I'm trying to implement a self signed x509 certificate that uses a post-quantum (PQ) public key algorithm as the public key algorithm. I looked at the openssl library in c, and the way it's done using RSA. I'm essentially trying to replicate the same format. From what I've seen in the openssl library, RSA and a couple of other supported algorithms are integrated in the crypto EVP layer (the key is stored as EVP_PKEY). The functions in the openssl library that I'm trying to use are X509_REQ_set_pubkey(X509_REQ *x, EVP_PKEY *pkey), and some other functions that have very similar inputs. Is there a way that I can integrate the PQ algorithm into the EVP layer? If not, is there any way around using the EVP layer that would achieve the same goal?

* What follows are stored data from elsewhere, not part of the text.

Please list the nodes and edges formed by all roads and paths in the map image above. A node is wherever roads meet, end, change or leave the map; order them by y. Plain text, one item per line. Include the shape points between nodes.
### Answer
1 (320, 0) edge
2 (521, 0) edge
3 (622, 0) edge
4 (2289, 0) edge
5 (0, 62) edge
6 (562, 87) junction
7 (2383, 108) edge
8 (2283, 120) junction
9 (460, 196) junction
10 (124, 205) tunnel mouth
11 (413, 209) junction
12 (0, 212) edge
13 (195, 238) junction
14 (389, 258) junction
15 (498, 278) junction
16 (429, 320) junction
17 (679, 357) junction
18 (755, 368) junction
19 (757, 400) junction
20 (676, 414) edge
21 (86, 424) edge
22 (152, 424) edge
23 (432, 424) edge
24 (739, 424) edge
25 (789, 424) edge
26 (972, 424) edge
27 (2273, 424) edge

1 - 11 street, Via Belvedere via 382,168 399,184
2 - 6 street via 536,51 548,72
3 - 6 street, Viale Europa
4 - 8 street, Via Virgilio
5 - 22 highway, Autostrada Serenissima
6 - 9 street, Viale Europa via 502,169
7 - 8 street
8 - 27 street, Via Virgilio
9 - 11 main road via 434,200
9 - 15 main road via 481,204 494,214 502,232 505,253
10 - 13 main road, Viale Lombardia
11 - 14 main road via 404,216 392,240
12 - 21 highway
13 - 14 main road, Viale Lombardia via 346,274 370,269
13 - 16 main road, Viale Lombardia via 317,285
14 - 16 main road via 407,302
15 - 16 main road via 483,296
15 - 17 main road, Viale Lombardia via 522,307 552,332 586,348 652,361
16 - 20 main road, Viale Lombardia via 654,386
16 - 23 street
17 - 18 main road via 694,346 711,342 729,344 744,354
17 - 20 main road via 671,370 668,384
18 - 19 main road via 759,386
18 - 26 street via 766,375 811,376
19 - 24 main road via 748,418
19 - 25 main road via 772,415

I have tried looking into the evp source code in the openssl library. It seems it only supports certain algorithms such as RSA, EC... I'm not sure if it's possible to incorporate the PQ algorithm into the EVP layer. I'm following along the example in this link: (https://www.codepool.biz/how-to-use-openssl-to-generate-x-509-certificate-request.html) to generate the certificate. Instead of RSA key, I just plug in the PQ algorithm key. So far when I create my certificate, it's always outputted in the wrong format.
I'm using this command: openssl x509 -in x509Req.pem -text -noout
to read the certificate generate. It always shows the error message
unable to load certificate \n 140688586052032:error:0906D06C:PEM routines:
PEM_read_bio:no start line:../crypto/pem/pem_lib.c:691:Expecting: TRUSTED CERTIFICATE
The EVP API uses a "ENGINE" for it's implementation of all the symmetric algorithms (ciphers), digests and asymmetric algorithms (public key algorithms). A ENGINE module can be added / replaced. See openssl engine command.
I think this is the area you want to look into. I don't think there is a lot of documentation around this area (that I could find) but there are sample engines you can look into.
If you download the openssl source you can look in the engines folder for sample engines you can use to start to implement you custom algorithm(s).